What is being asked >> Transcribe the following entries word for word; no picture is to appear in the copy.

───── Provided material ─────

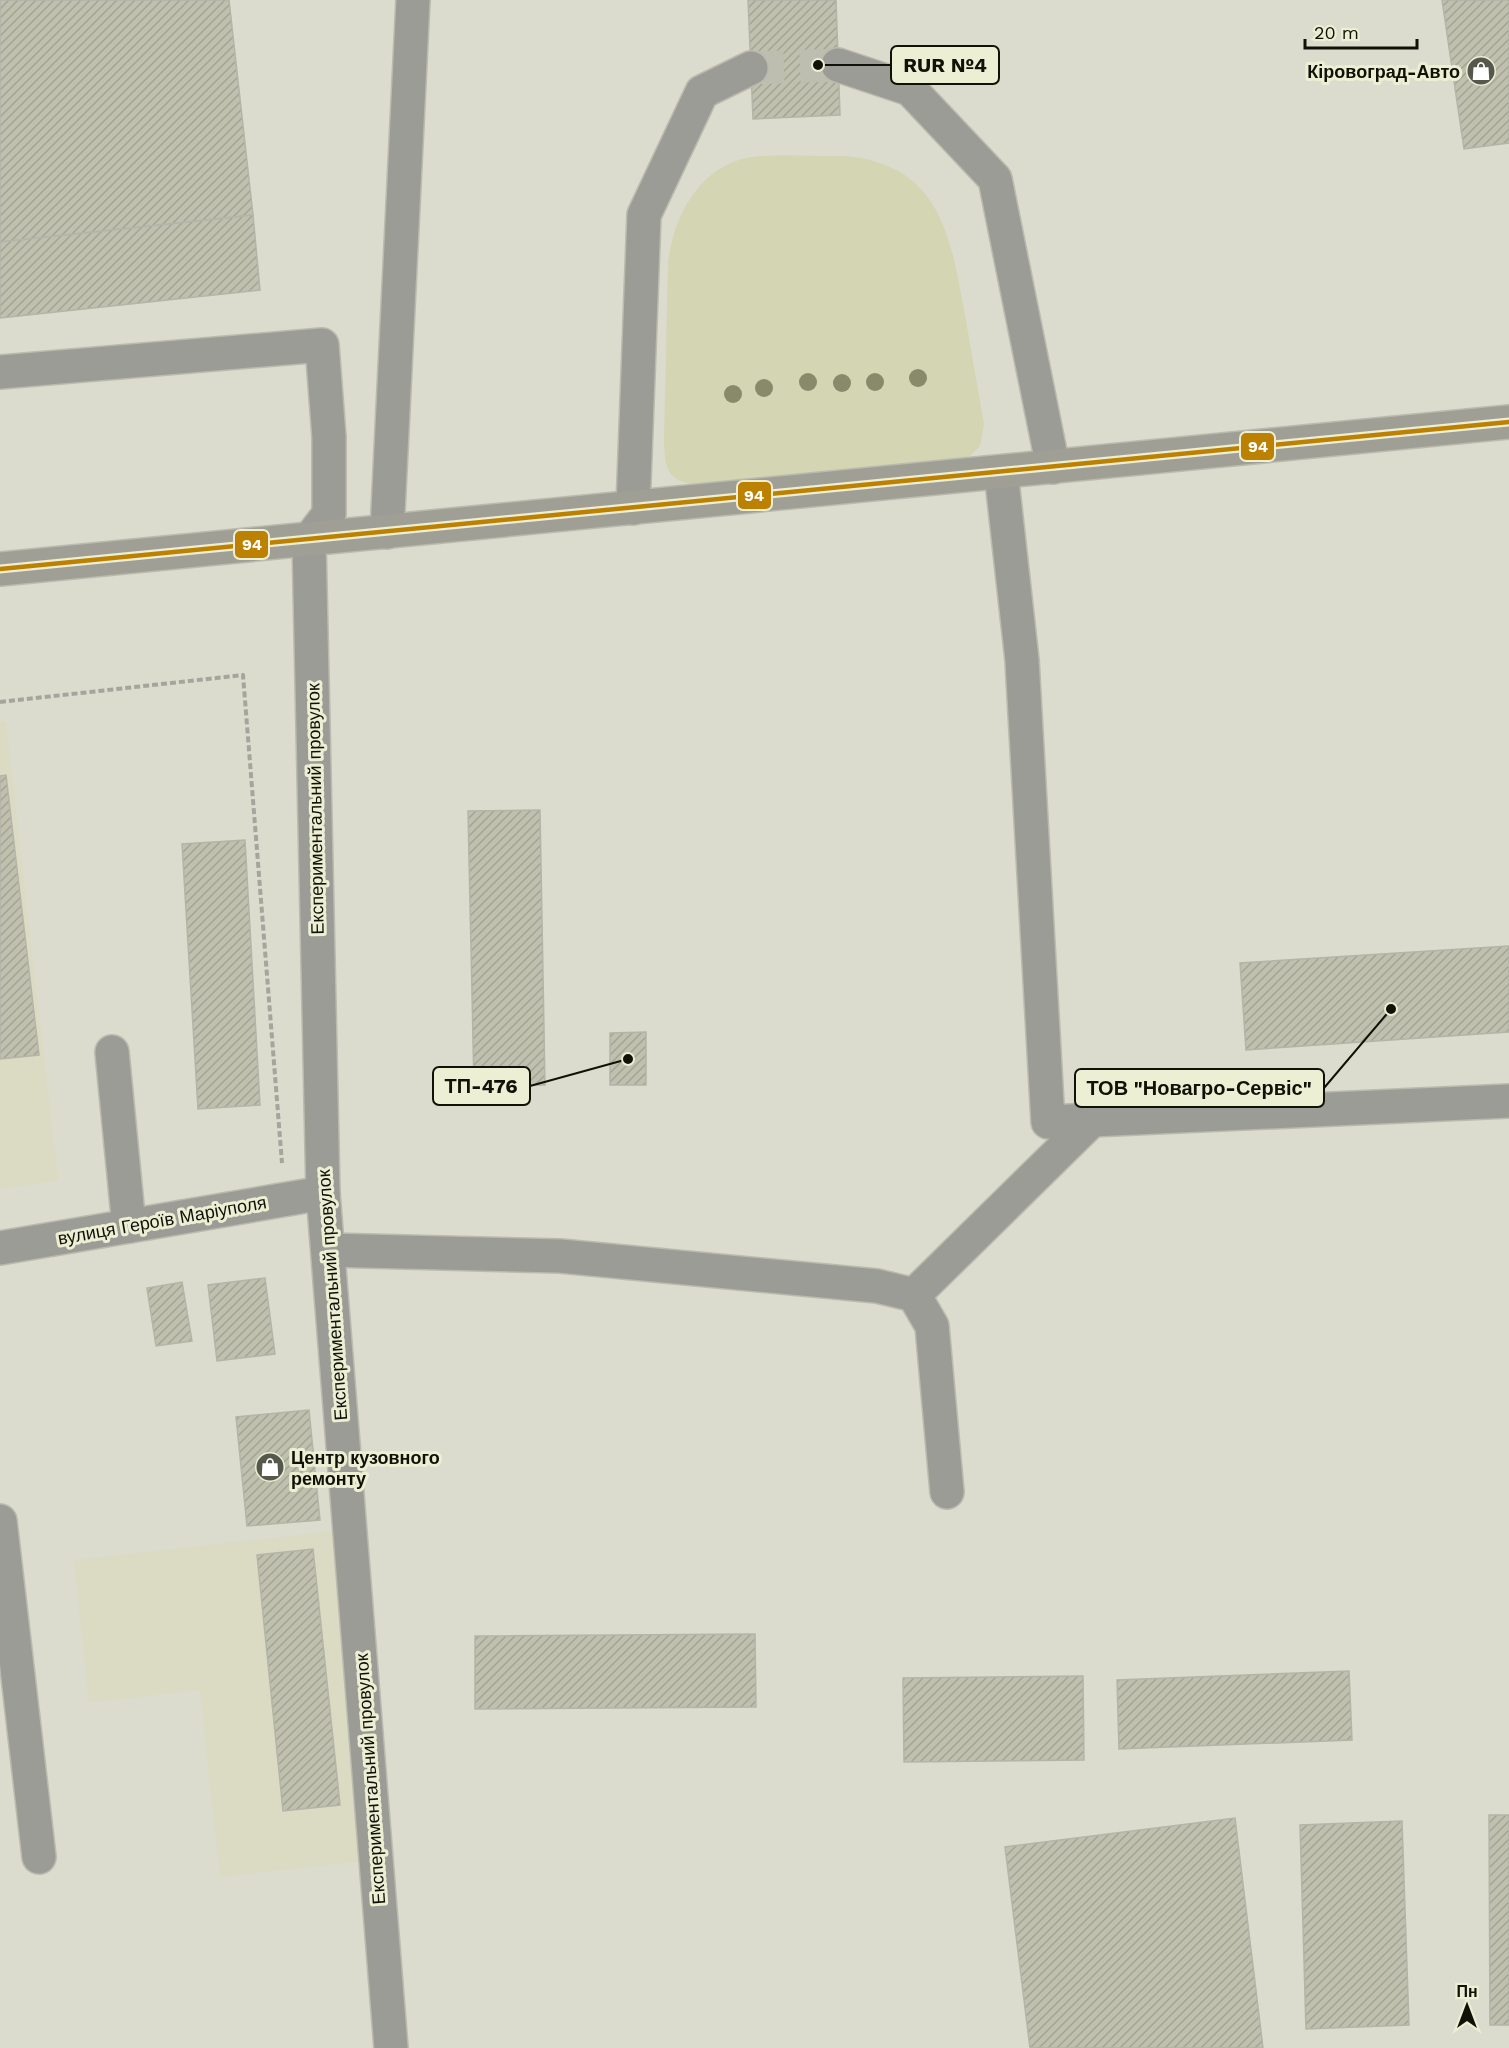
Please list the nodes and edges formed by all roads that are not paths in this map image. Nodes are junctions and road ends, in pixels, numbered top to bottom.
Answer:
1 (413, 0) edge
2 (838, 64) tunnel mouth
3 (751, 68) tunnel mouth
4 (0, 372) edge
5 (1509, 422) edge
6 (1053, 467) junction
7 (1001, 472) junction
8 (633, 508) junction
9 (387, 532) junction
10 (309, 540) junction
11 (0, 569) edge
12 (112, 1052) dead end
13 (1509, 1101) edge
14 (1092, 1120) junction
15 (323, 1193) junction
16 (129, 1226) junction
17 (0, 1248) edge
18 (328, 1250) junction
19 (914, 1295) junction
20 (947, 1492) dead end
21 (0, 1521) edge
22 (39, 1857) dead end
23 (391, 2048) edge

1 - 9 street
2 - 6 street
3 - 8 street
4 - 10 street
5 - 6 main road
6 - 7 main road
7 - 8 main road
7 - 14 street
8 - 9 main road
9 - 10 main road
10 - 11 main road
10 - 15 street, Експериментальний провулок
12 - 16 street
13 - 14 street
14 - 19 street
15 - 16 street, вулиця Героїв Маріуполя
15 - 18 street, Експериментальний провулок
16 - 17 street, вулиця Героїв Маріуполя
18 - 19 street
18 - 23 street, Експериментальний провулок
19 - 20 street
21 - 22 street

─────

Answer to the exercise >>
Please list the nodes and edges formed by all roads that are not paths in this map image. Nodes are junctions and road ends, in pixels, numbered top to bottom.
Answer:
1 (413, 0) edge
2 (838, 64) tunnel mouth
3 (751, 68) tunnel mouth
4 (0, 372) edge
5 (1509, 422) edge
6 (1053, 467) junction
7 (1001, 472) junction
8 (633, 508) junction
9 (387, 532) junction
10 (309, 540) junction
11 (0, 569) edge
12 (112, 1052) dead end
13 (1509, 1101) edge
14 (1092, 1120) junction
15 (323, 1193) junction
16 (129, 1226) junction
17 (0, 1248) edge
18 (328, 1250) junction
19 (914, 1295) junction
20 (947, 1492) dead end
21 (0, 1521) edge
22 (39, 1857) dead end
23 (391, 2048) edge

1 - 9 street
2 - 6 street
3 - 8 street
4 - 10 street
5 - 6 main road
6 - 7 main road
7 - 8 main road
7 - 14 street
8 - 9 main road
9 - 10 main road
10 - 11 main road
10 - 15 street, Експериментальний провулок
12 - 16 street
13 - 14 street
14 - 19 street
15 - 16 street, вулиця Героїв Маріуполя
15 - 18 street, Експериментальний провулок
16 - 17 street, вулиця Героїв Маріуполя
18 - 19 street
18 - 23 street, Експериментальний провулок
19 - 20 street
21 - 22 street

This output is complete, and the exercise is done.